TASK:
Return the material exactly, first line through the line containing "Digitize the connectivity of all", and nothing more. Pictures stay out.

SOURCE DATA:
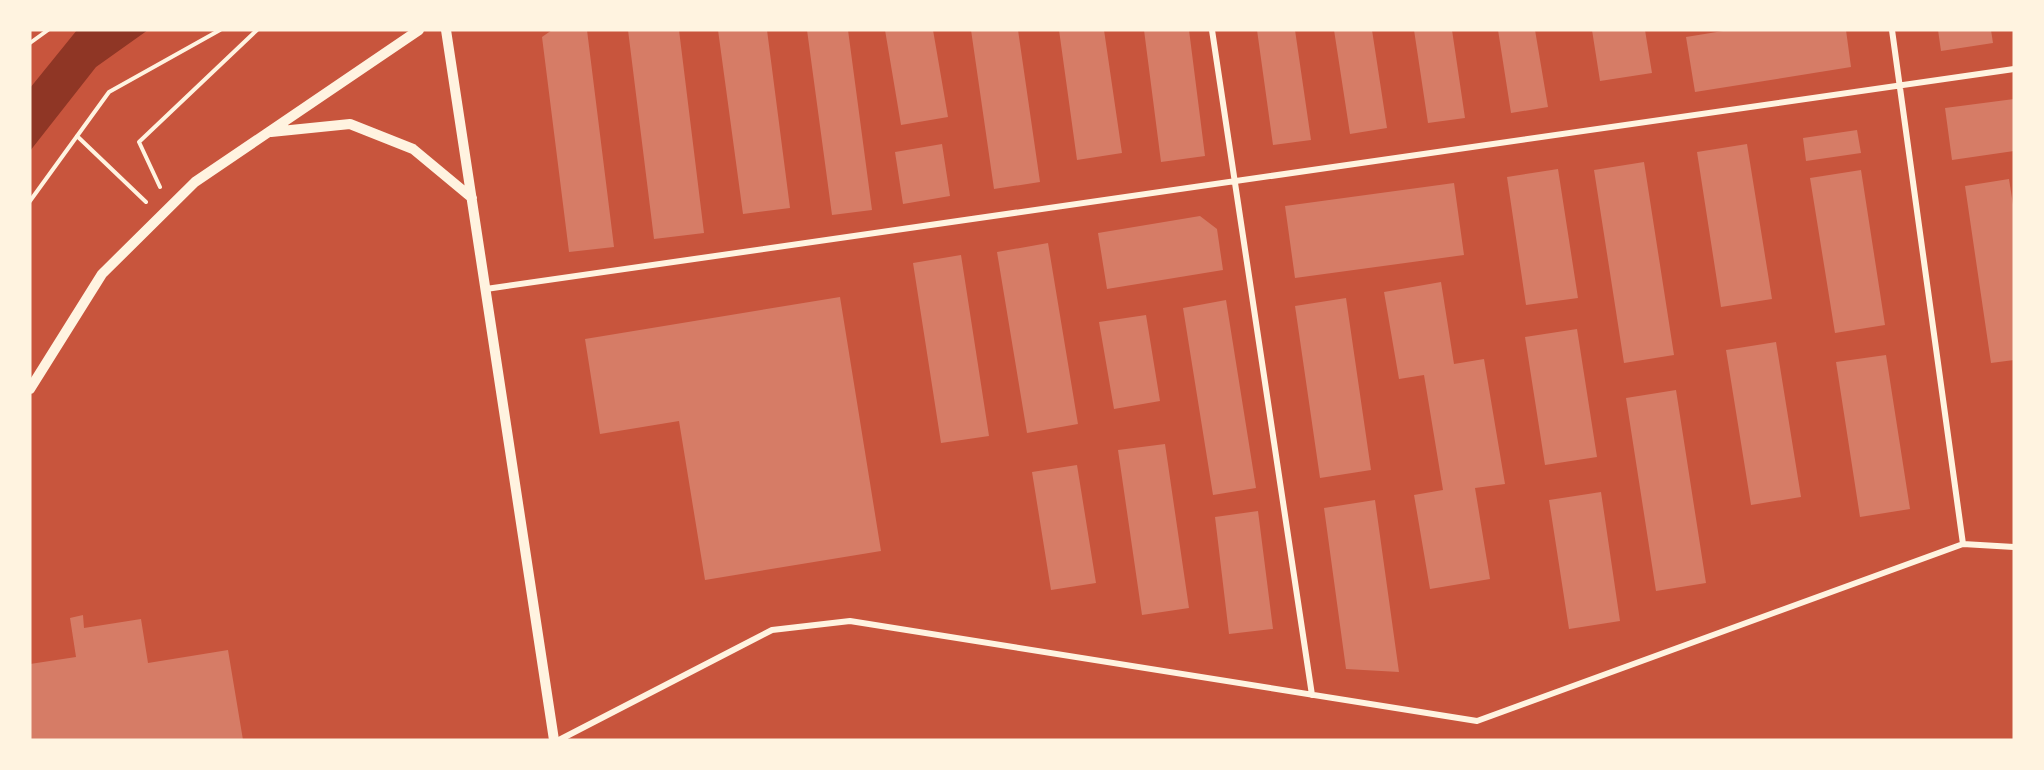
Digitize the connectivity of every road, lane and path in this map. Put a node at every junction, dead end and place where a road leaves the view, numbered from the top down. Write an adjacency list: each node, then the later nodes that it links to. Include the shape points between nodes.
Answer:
1 (48, 30): 8 (path)
2 (220, 30): 12 (path, via 109,92)
3 (257, 30): 16 (path, via 139,142)
4 (419, 30): 11 (street)
5 (447, 30): 14 (street)
6 (1212, 30): 13 (street)
7 (1893, 30): 10 (street)
8 (30, 43)
9 (2014, 69): 10 (street)
10 (1900, 86): 13 (street); 20 (street)
11 (268, 132): 14 (street, via 350,124 413,149); 16 (street, via 195,182)
12 (77, 136): 15 (path); 17 (path)
13 (1234, 181): 18 (street); 22 (street)
14 (472, 198): 18 (street)
15 (30, 201)
16 (170, 207): 17 (street)
17 (161, 216): 19 (street, via 102,274)
18 (486, 289): 23 (street)
19 (30, 389)
20 (1963, 544): 21 (street); 22 (street, via 1477,721)
21 (2014, 547)
22 (1312, 695): 24 (street, via 850,621 772,630)
23 (554, 740)
24 (560, 740)

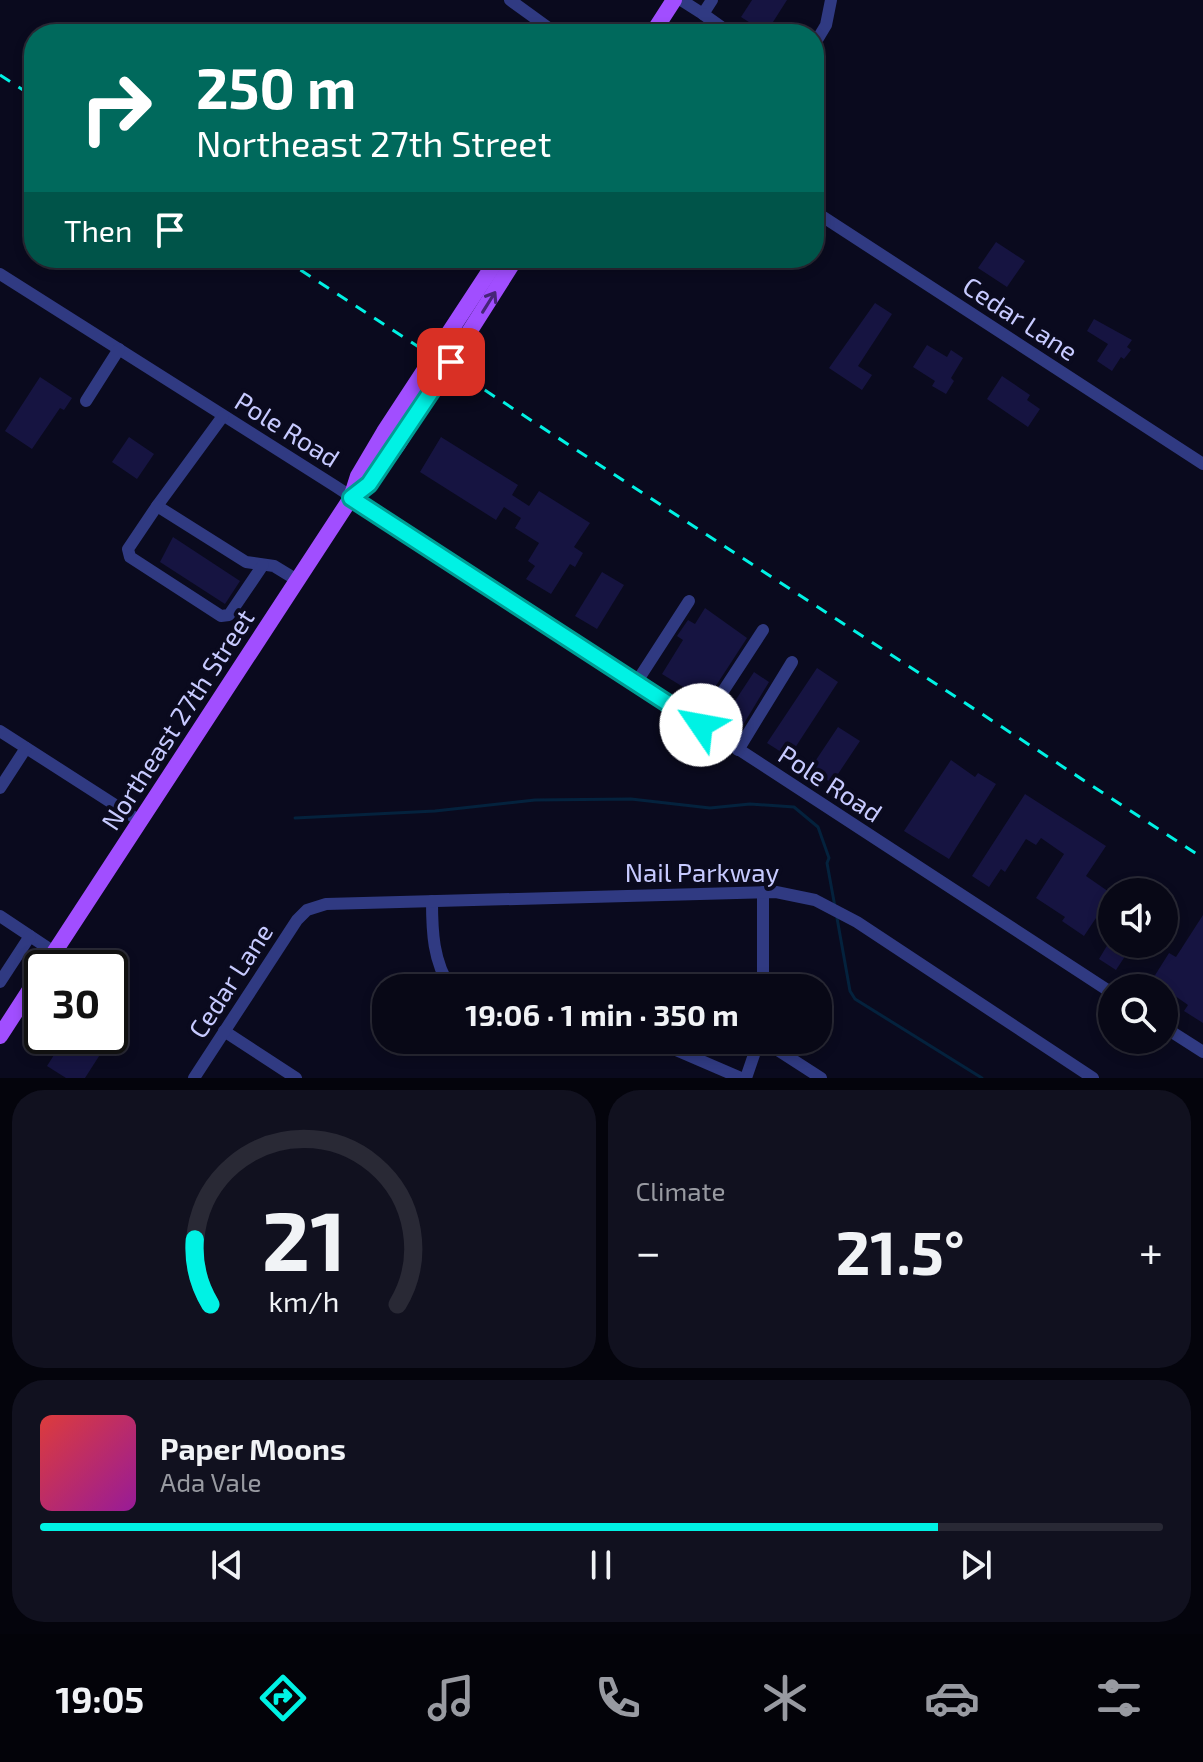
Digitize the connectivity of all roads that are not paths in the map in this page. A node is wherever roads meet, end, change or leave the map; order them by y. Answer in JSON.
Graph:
{"nodes":[{"id":1,"x":510,"y":0,"type":"edge"},
{"id":2,"x":537,"y":0,"type":"edge"},
{"id":3,"x":674,"y":0,"type":"edge"},
{"id":4,"x":681,"y":0,"type":"edge"},
{"id":5,"x":712,"y":0,"type":"edge"},
{"id":6,"x":831,"y":0,"type":"edge"},
{"id":7,"x":528,"y":13,"type":"junction"},
{"id":8,"x":703,"y":14,"type":"junction"},
{"id":9,"x":543,"y":24,"type":"edge"},
{"id":10,"x":658,"y":24,"type":"edge"},
{"id":11,"x":717,"y":24,"type":"edge"},
{"id":12,"x":824,"y":28,"type":"edge"},
{"id":13,"x":824,"y":218,"type":"edge"},
{"id":14,"x":491,"y":268,"type":"edge"},
{"id":15,"x":510,"y":268,"type":"edge"},
{"id":16,"x":0,"y":274,"type":"edge"},
{"id":17,"x":119,"y":349,"type":"junction"},
{"id":18,"x":86,"y":401,"type":"dead end"},
{"id":19,"x":223,"y":416,"type":"junction"},
{"id":20,"x":1203,"y":464,"type":"edge"},
{"id":21,"x":351,"y":498,"type":"junction"},
{"id":22,"x":157,"y":506,"type":"junction"},
{"id":23,"x":263,"y":565,"type":"junction"},
{"id":24,"x":297,"y":580,"type":"junction"},
{"id":25,"x":689,"y":601,"type":"dead end"},
{"id":26,"x":763,"y":630,"type":"dead end"},
{"id":27,"x":792,"y":662,"type":"dead end"},
{"id":28,"x":636,"y":683,"type":"junction"},
{"id":29,"x":701,"y":725,"type":"junction"},
{"id":30,"x":0,"y":731,"type":"edge"},
{"id":31,"x":26,"y":748,"type":"junction"},
{"id":32,"x":738,"y":750,"type":"junction"},
{"id":33,"x":0,"y":788,"type":"edge"},
{"id":34,"x":140,"y":821,"type":"junction"},
{"id":35,"x":763,"y":892,"type":"junction"},
{"id":36,"x":432,"y":901,"type":"junction"},
{"id":37,"x":307,"y":910,"type":"joint"},
{"id":38,"x":0,"y":916,"type":"edge"},
{"id":39,"x":30,"y":936,"type":"junction"},
{"id":40,"x":51,"y":950,"type":"edge"},
{"id":41,"x":55,"y":950,"type":"edge"},
{"id":42,"x":443,"y":974,"type":"edge"},
{"id":43,"x":763,"y":974,"type":"edge"},
{"id":44,"x":0,"y":982,"type":"edge"},
{"id":45,"x":1098,"y":984,"type":"edge"},
{"id":46,"x":24,"y":999,"type":"edge"},
{"id":47,"x":224,"y":1031,"type":"junction"},
{"id":48,"x":0,"y":1036,"type":"edge"},
{"id":49,"x":1178,"y":1036,"type":"edge"},
{"id":50,"x":1203,"y":1052,"type":"edge"},
{"id":51,"x":684,"y":1054,"type":"edge"},
{"id":52,"x":754,"y":1054,"type":"edge"},
{"id":53,"x":784,"y":1054,"type":"edge"},
{"id":54,"x":194,"y":1078,"type":"edge"},
{"id":55,"x":296,"y":1078,"type":"edge"},
{"id":56,"x":744,"y":1078,"type":"edge"},
{"id":57,"x":821,"y":1078,"type":"edge"},
{"id":58,"x":1093,"y":1078,"type":"edge"}],
"edges":[{"from":1,"to":7,"type":"street"},
{"from":2,"to":7,"type":"street"},
{"from":3,"to":10,"type":"main road"},
{"from":4,"to":8,"type":"street"},
{"from":5,"to":8,"type":"street"},
{"from":6,"to":12,"type":"street"},
{"from":7,"to":9,"type":"street"},
{"from":8,"to":11,"type":"street"},
{"from":13,"to":20,"type":"street","name":"Cedar Lane"},
{"from":14,"to":21,"type":"main road","name":"Northeast 27th Street"},
{"from":21,"to":15,"type":"main road","name":"Northeast 27th Street","one_way":true},
{"from":16,"to":17,"type":"street","name":"Pole Road"},
{"from":17,"to":18,"type":"street"},
{"from":17,"to":19,"type":"street","name":"Pole Road"},
{"from":19,"to":21,"type":"street","name":"Pole Road"},
{"from":19,"to":22,"type":"street"},
{"from":21,"to":24,"type":"main road","name":"Northeast 27th Street"},
{"from":21,"to":28,"type":"street","name":"Pole Road"},
{"from":22,"to":23,"type":"street"},
{"from":22,"to":23,"type":"street"},
{"from":23,"to":24,"type":"street"},
{"from":24,"to":34,"type":"main road","name":"Northeast 27th Street"},
{"from":25,"to":28,"type":"street"},
{"from":26,"to":29,"type":"street"},
{"from":27,"to":32,"type":"street"},
{"from":28,"to":29,"type":"street","name":"Pole Road"},
{"from":29,"to":32,"type":"street","name":"Pole Road"},
{"from":30,"to":31,"type":"street"},
{"from":31,"to":33,"type":"street"},
{"from":31,"to":34,"type":"street"},
{"from":32,"to":45,"type":"street","name":"Pole Road"},
{"from":34,"to":41,"type":"main road","name":"Northeast 27th Street"},
{"from":35,"to":36,"type":"street","name":"Nail Parkway"},
{"from":35,"to":43,"type":"street"},
{"from":35,"to":58,"type":"street","name":"Nail Parkway"},
{"from":36,"to":37,"type":"street","name":"Nail Parkway"},
{"from":36,"to":42,"type":"street"},
{"from":37,"to":47,"type":"street","name":"Cedar Lane"},
{"from":38,"to":39,"type":"street"},
{"from":39,"to":40,"type":"street"},
{"from":39,"to":44,"type":"street"},
{"from":46,"to":48,"type":"main road","name":"Northeast 27th Street"},
{"from":47,"to":54,"type":"street","name":"Cedar Lane"},
{"from":47,"to":55,"type":"street"},
{"from":49,"to":50,"type":"street"},
{"from":51,"to":56,"type":"street"},
{"from":52,"to":56,"type":"street"},
{"from":53,"to":57,"type":"street"}]}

WRITTEN SOLUTION:
Digitize the connectivity of every road, lane and path in this map. Put a node at every junction, dead end and place where a road leaves the view, numbered from the top down. Write an adjacency list: each node, then the later nodes that it links to. Include the shape points between nodes.
Answer:
1 (48, 30): 8 (path)
2 (220, 30): 12 (path, via 109,92)
3 (257, 30): 16 (path, via 139,142)
4 (419, 30): 11 (street)
5 (447, 30): 14 (street)
6 (1212, 30): 13 (street)
7 (1893, 30): 10 (street)
8 (30, 43)
9 (2014, 69): 10 (street)
10 (1900, 86): 13 (street); 20 (street)
11 (268, 132): 14 (street, via 350,124 413,149); 16 (street, via 195,182)
12 (77, 136): 15 (path); 17 (path)
13 (1234, 181): 18 (street); 22 (street)
14 (472, 198): 18 (street)
15 (30, 201)
16 (170, 207): 17 (street)
17 (161, 216): 19 (street, via 102,274)
18 (486, 289): 23 (street)
19 (30, 389)
20 (1963, 544): 21 (street); 22 (street, via 1477,721)
21 (2014, 547)
22 (1312, 695): 24 (street, via 850,621 772,630)
23 (554, 740)
24 (560, 740)

Digitize the connectivity of all roads that are not paths in the map in this page. A node is wherever roads meet, end, change or leave the map; order them by y. Answer in JSON.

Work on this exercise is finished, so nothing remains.